Other placoderms such as ptyctodontid placoderms have similarly shaped claspers. For example, the clasper of Austroptyctodus gardineri is a dermal bone that curves laterally to the side of the animal and resembles a hook.

===Female genital plate anatomy===

Female specimens of M. dicki show paired blade-like structures in the same region of the animal that the claspers are in the males. These blades are ornamented with curving ridges and marginal tubercles on their dorsal (internal) surfaces facing the cloacal chamber and are fused to each other and posterior ventral lateral plate as well. The plates are flat and taper to the lateral ends of the transverse ventral ridge inside the lateral lamina of the posterior ventrolateral plate. These blade like structures have been interpreted as female genital plates. These genital plates suggest that they were used as a grip surface for the male clasper to attach to during copulation.

Other placoderms such as the antiarch Pterichthyodes milleri, have identical ornamentation on the dorsal surfaces of the genital plate. Additional, the antiarch Bothriolepis sp. display semicircular plates located in the same anatomical area suggesting that these specimens are females and structures used for mating.

===Differences from other groups===

Microbrachichiidae is identified as earliest branching placoderm lineage with claspers. Other placoderm groups such as ptyctodonts and arthrodires display evidence of similar innovations. The clasper structure in Microbrachius is clearly different from the pelvic girdle and pelvic fin. In other more derived antiarchs such as asteolepidoids and bothriolepioids, there is a complete lack of pelvic girdle and fins. In ptyctodont and arthrodire placoderms, the clasper is immediately posterior to the pelvic fin. Arthrodire claspers do not articulate directly with the pelvic girdle or fin. In ptyctodonts, the endoskeleton of the clasper was unossified (unknown affinity to other structures) but away from pelvis.

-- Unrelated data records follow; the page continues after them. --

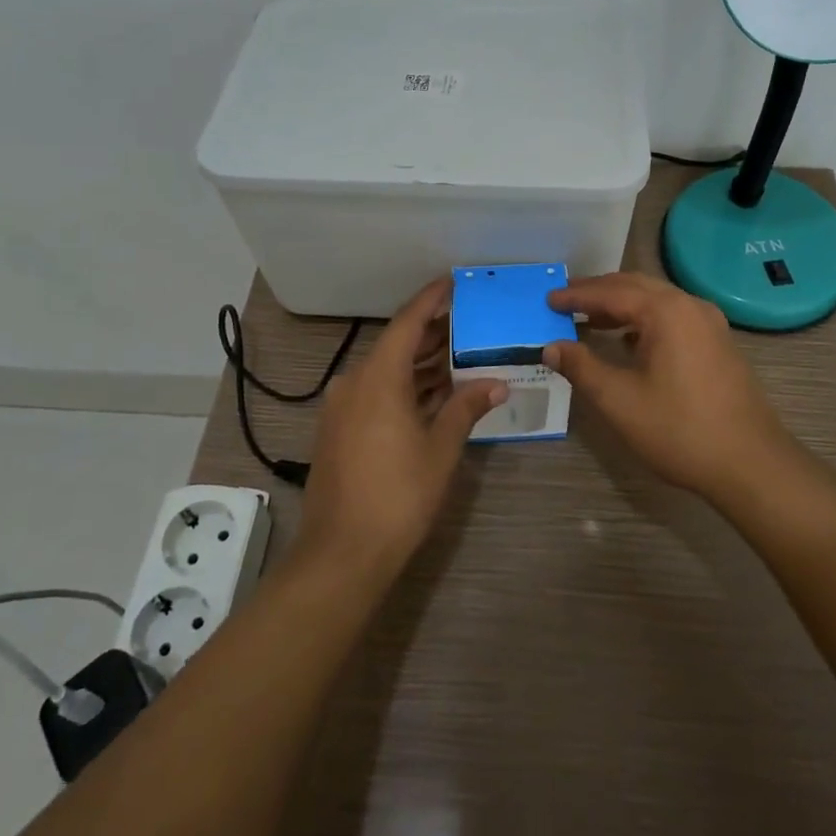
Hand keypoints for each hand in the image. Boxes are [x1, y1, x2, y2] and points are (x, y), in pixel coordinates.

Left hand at [300, 277, 506, 575]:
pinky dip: (404, 388)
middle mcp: (355, 383)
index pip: (408, 322)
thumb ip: (466, 407)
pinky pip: (376, 393)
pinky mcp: (339, 430)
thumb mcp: (441, 448)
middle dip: (432, 334)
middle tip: (469, 324)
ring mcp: (343, 408)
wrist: (342, 554)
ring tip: (460, 357)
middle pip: (397, 345)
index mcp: (378, 377)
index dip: (430, 299)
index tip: (452, 282)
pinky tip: (433, 394)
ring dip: (420, 365)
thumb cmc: (398, 495)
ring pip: (386, 372)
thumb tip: (497, 383)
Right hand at [544, 272, 794, 502]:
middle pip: (635, 286)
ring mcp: (709, 323)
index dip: (576, 296)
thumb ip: (582, 367)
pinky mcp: (718, 343)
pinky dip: (643, 319)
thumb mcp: (619, 400)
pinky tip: (628, 340)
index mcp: (666, 311)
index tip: (547, 300)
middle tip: (565, 301)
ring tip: (589, 318)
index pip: (611, 292)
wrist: (751, 464)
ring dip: (621, 305)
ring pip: (656, 300)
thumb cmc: (680, 430)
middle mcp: (689, 305)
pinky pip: (672, 316)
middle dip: (598, 292)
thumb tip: (551, 346)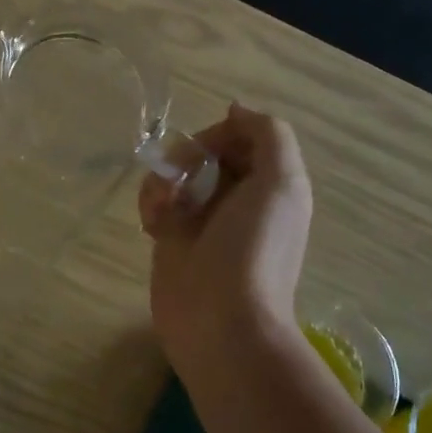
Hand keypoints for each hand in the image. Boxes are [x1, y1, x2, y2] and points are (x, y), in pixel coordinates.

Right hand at [139, 104, 312, 366]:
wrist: (222, 322)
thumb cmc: (253, 249)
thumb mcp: (281, 183)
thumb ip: (268, 134)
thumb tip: (236, 110)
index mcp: (271, 183)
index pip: (243, 136)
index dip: (222, 134)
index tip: (207, 152)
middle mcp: (239, 197)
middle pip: (206, 152)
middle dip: (186, 157)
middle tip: (178, 178)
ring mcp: (204, 220)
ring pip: (175, 174)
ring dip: (163, 181)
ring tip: (162, 209)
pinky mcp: (172, 240)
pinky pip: (156, 202)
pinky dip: (150, 204)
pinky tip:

Placoderms differ from chondrichtyans by having their claspers independent from the pelvis and pelvic fin.

===Mating behavior===

One such specimen shows two individuals preserved next to each other in what has been inferred to be side by side mating. As the male and female engaged in coitis, the animals have interlocked claspers to genital plate in a side by side position. Additionally the specimens show the use of interlocked pectoral appendages, possibly to additional help copulation.

===Implications===

New specimens of M. dicki have started the conversation of which is the primitive state for reproduction in vertebrates, internal or external fertilization? The traditional model is that external fertilization is the primitive state with internal fertilization evolving at different times in different clades. The discovery of mating specimens M. dicki gives the oldest proof of internal fertilization in jawed vertebrates. This lends credence to the possibility that internal fertilization evolved first and that actinopterygian fish and most lissamphibians (living amphibians) modified or lost these claspers and plates into forms for external fertilization.